Fluorescent tags of protein function in living cells
BioEssays, 2000
A cell's biochemistry is now known to be the biochemistry of molecular machines, that is, protein complexes that are assembled and dismantled in particular locations within the cell as needed. One important element in our understanding has been the ability to begin to see where proteins are in cells and what they are doing as they go about their business. Accordingly, there is now a strong impetus to discover new ways of looking at the workings of proteins in living cells.

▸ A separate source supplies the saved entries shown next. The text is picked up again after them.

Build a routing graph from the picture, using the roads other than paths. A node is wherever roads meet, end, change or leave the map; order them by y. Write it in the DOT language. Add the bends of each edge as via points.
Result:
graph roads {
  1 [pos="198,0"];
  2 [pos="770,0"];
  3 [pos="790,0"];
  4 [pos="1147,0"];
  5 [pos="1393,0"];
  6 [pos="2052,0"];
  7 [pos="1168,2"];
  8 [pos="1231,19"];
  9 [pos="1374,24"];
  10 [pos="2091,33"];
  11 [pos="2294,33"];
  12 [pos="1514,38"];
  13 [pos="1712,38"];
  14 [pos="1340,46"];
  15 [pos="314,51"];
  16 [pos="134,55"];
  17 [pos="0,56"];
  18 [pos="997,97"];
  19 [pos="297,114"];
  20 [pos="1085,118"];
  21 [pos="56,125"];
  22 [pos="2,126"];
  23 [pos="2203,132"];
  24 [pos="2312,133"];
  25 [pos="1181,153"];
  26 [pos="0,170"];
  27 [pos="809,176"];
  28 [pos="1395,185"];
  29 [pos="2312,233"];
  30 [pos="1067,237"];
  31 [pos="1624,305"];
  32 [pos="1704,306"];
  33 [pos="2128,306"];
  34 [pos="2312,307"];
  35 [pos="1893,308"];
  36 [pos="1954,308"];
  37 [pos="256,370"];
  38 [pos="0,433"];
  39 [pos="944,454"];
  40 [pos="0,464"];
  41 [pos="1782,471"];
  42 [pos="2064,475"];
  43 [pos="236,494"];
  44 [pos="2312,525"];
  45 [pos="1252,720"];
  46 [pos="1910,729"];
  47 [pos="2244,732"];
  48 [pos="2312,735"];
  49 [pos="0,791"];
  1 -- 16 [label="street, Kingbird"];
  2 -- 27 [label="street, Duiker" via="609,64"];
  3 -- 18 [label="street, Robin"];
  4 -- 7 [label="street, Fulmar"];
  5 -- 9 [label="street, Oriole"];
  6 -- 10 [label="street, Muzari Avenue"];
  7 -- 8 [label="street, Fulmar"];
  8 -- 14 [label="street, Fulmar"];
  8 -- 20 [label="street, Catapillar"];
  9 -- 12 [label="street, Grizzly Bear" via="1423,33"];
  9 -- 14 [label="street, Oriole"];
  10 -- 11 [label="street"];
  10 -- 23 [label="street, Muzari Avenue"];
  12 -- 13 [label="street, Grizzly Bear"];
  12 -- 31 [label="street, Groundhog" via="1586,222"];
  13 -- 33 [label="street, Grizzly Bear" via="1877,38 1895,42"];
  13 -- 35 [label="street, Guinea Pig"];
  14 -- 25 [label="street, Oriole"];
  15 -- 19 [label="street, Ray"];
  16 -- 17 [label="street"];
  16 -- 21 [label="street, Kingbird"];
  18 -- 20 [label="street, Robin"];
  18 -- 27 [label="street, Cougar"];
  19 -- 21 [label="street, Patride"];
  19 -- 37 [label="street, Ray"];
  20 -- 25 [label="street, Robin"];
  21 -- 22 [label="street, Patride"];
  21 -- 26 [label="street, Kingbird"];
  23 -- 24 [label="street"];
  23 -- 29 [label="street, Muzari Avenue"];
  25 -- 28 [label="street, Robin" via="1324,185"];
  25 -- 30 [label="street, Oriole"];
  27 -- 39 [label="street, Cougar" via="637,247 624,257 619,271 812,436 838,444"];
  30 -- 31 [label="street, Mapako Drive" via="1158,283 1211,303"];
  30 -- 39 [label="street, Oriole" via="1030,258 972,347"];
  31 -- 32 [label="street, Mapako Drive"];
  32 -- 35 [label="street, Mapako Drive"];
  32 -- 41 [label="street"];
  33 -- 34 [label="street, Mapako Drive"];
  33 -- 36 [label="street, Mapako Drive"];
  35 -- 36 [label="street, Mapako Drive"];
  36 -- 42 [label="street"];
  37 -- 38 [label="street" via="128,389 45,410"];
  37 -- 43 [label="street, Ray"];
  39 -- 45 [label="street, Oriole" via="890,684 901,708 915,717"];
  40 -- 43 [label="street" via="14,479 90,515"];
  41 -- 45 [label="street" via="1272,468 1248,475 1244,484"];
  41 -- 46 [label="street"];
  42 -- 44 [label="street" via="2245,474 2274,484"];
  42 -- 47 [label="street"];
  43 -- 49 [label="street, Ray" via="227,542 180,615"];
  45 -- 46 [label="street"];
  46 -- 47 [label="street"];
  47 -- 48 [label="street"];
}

Although the use of fluorescent tags to track individual proteins in cells has a long history, the availability of laser-based confocal microscopes and the imaginative exploitation of the green fluorescent protein from jellyfish have provided new tools of great diversity and utility. It is now possible to watch a protein bind its substrate or its partners in real time and with submicron resolution within a single cell. The importance of processes of self-organisation represented by protein folding on the one hand and subcellular organelles on the other are well recognised. Self-organisation at the intermediate level of multimeric protein complexes is now open to inspection.